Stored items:
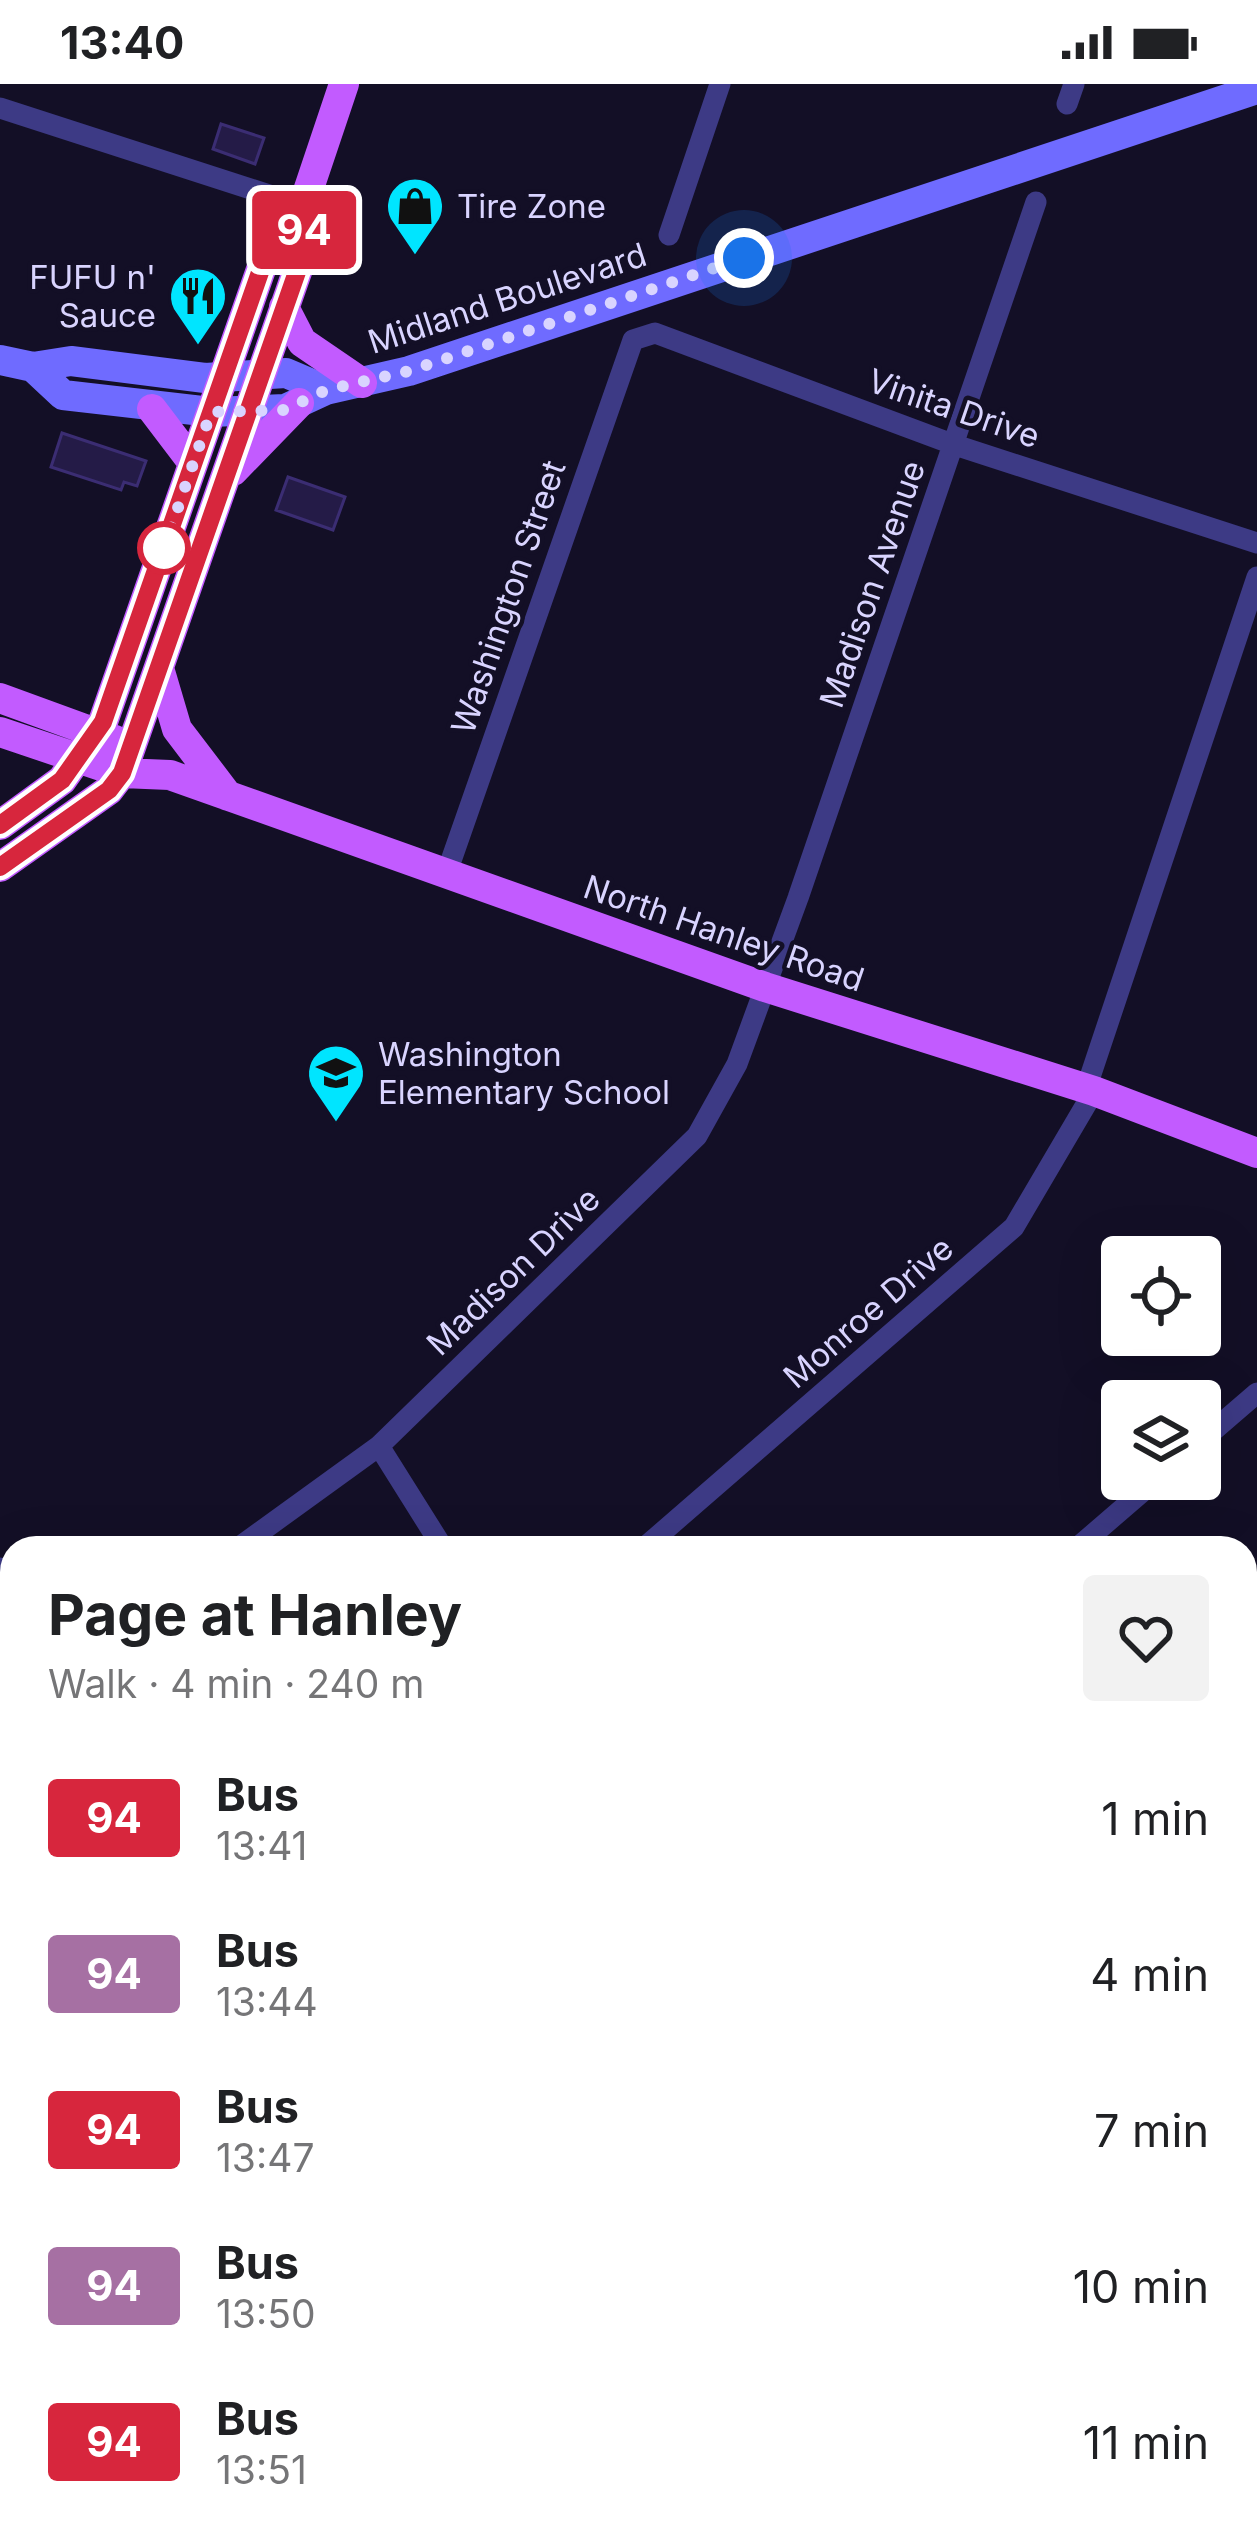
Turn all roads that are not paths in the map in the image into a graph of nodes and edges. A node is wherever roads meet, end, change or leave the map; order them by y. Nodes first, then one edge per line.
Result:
1 (344, 84) edge
2 (720, 84) edge
3 (1257, 89) edge
4 (0, 108) edge
5 (1036, 202) dead end
6 (303, 206) junction
7 (669, 235) dead end
8 (284, 307) junction
9 (633, 340) joint
10 (0, 359) edge
11 (33, 367) junction
12 (261, 374) junction
13 (223, 378) junction
14 (362, 383) junction
15 (313, 396) junction
16 (152, 409) junction
17 (211, 412) junction
18 (247, 412) junction
19 (955, 445) junction
20 (193, 463) junction
21 (220, 491) junction
22 (1257, 543) edge
23 (1257, 577) edge
24 (159, 668) junction
25 (0, 698) edge
26 (0, 732) edge
27 (83, 740) junction
28 (127, 760) junction
29 (229, 796) junction
30 (0, 825) edge
31 (40, 840) junction
32 (0, 867) edge
33 (446, 875) junction
34 (765, 986) junction
35 (1090, 1090) junction
36 (1257, 1153) edge
37 (1257, 1393) edge
38 (1221, 1424) edge
39 (379, 1446) junction
40 (1133, 1500) edge
41 (255, 1536) edge
42 (435, 1536) edge
43 (658, 1536) edge
44 (1091, 1536) edge

1 - 6 main road
2 - 7 street
3 - 14 main road, Midland Boulevard
4 - 6 street
5 - 19 street, Madison Avenue
6 - 8 main road
6 - 13 main road
8 - 12 main road
8 - 14 main road
9 - 19 street, Vinita Drive
9 - 33 street, Washington Street
10 - 11 main road, Midland Boulevard
11 - 13 main road, Midland Boulevard
11 - 16 main road, Midland Boulevard
12 - 13 main road, Midland Boulevard
12 - 15 main road, Midland Boulevard
12 - 18 main road
13 - 17 main road
14 - 15 main road, Midland Boulevard
15 - 18 main road, Midland Boulevard
15 - 21 main road
16 - 17 main road, Midland Boulevard
16 - 20 main road
17 - 18 main road, Midland Boulevard
17 - 20 main road
18 - 21 main road
19 - 22 street, Vinita Drive
19 - 34 street, Madison Avenue
20 - 27 main road
21 - 24 main road
23 - 35 street, Monroe Drive
24 - 28 main road
24 - 29 main road
25 - 27 main road, North Hanley Road
26 - 27 main road, North Hanley Road
27 - 28 main road, North Hanley Road
27 - 30 main road
27 - 31 main road
28 - 29 main road, North Hanley Road
28 - 31 main road
29 - 33 main road, North Hanley Road
31 - 32 main road
33 - 34 main road, North Hanley Road
34 - 35 main road, North Hanley Road
34 - 39 street, Madison Drive
35 - 36 main road, North Hanley Road
35 - 43 street, Monroe Drive
37 - 38 street
39 - 41 street, Madison Drive
39 - 42 street
40 - 44 street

## EXERCISE REQUIREMENTS
The task calls for duplicating the data exactly, with no images kept.

## EXERCISE OUTPUT
Turn all roads that are not paths in the map in the image into a graph of nodes and edges. A node is wherever roads meet, end, change or leave the map; order them by y. Nodes first, then one edge per line.
Result:
1 (344, 84) edge
2 (720, 84) edge
3 (1257, 89) edge
4 (0, 108) edge
5 (1036, 202) dead end
6 (303, 206) junction
7 (669, 235) dead end
8 (284, 307) junction
9 (633, 340) joint
10 (0, 359) edge
11 (33, 367) junction
12 (261, 374) junction
13 (223, 378) junction
14 (362, 383) junction
15 (313, 396) junction
16 (152, 409) junction
17 (211, 412) junction
18 (247, 412) junction
19 (955, 445) junction
20 (193, 463) junction
21 (220, 491) junction
22 (1257, 543) edge
23 (1257, 577) edge
24 (159, 668) junction
25 (0, 698) edge
26 (0, 732) edge
27 (83, 740) junction
28 (127, 760) junction
29 (229, 796) junction
30 (0, 825) edge
31 (40, 840) junction
32 (0, 867) edge
33 (446, 875) junction
34 (765, 986) junction
35 (1090, 1090) junction
36 (1257, 1153) edge
37 (1257, 1393) edge
38 (1221, 1424) edge
39 (379, 1446) junction
40 (1133, 1500) edge
41 (255, 1536) edge
42 (435, 1536) edge
43 (658, 1536) edge
44 (1091, 1536) edge

1 - 6 main road
2 - 7 street
3 - 14 main road, Midland Boulevard
4 - 6 street
5 - 19 street, Madison Avenue
6 - 8 main road
6 - 13 main road
8 - 12 main road
8 - 14 main road
9 - 19 street, Vinita Drive
9 - 33 street, Washington Street
10 - 11 main road, Midland Boulevard
11 - 13 main road, Midland Boulevard
11 - 16 main road, Midland Boulevard
12 - 13 main road, Midland Boulevard
12 - 15 main road, Midland Boulevard
12 - 18 main road
13 - 17 main road
14 - 15 main road, Midland Boulevard
15 - 18 main road, Midland Boulevard
15 - 21 main road
16 - 17 main road, Midland Boulevard
16 - 20 main road
17 - 18 main road, Midland Boulevard
17 - 20 main road
18 - 21 main road
19 - 22 street, Vinita Drive
19 - 34 street, Madison Avenue
20 - 27 main road
21 - 24 main road
23 - 35 street, Monroe Drive
24 - 28 main road
24 - 29 main road
25 - 27 main road, North Hanley Road
26 - 27 main road, North Hanley Road
27 - 28 main road, North Hanley Road
27 - 30 main road
27 - 31 main road
28 - 29 main road, North Hanley Road
28 - 31 main road
29 - 33 main road, North Hanley Road
31 - 32 main road
33 - 34 main road, North Hanley Road
34 - 35 main road, North Hanley Road
34 - 39 street, Madison Drive
35 - 36 main road, North Hanley Road
35 - 43 street, Monroe Drive
37 - 38 street
39 - 41 street, Madison Drive
39 - 42 street
40 - 44 street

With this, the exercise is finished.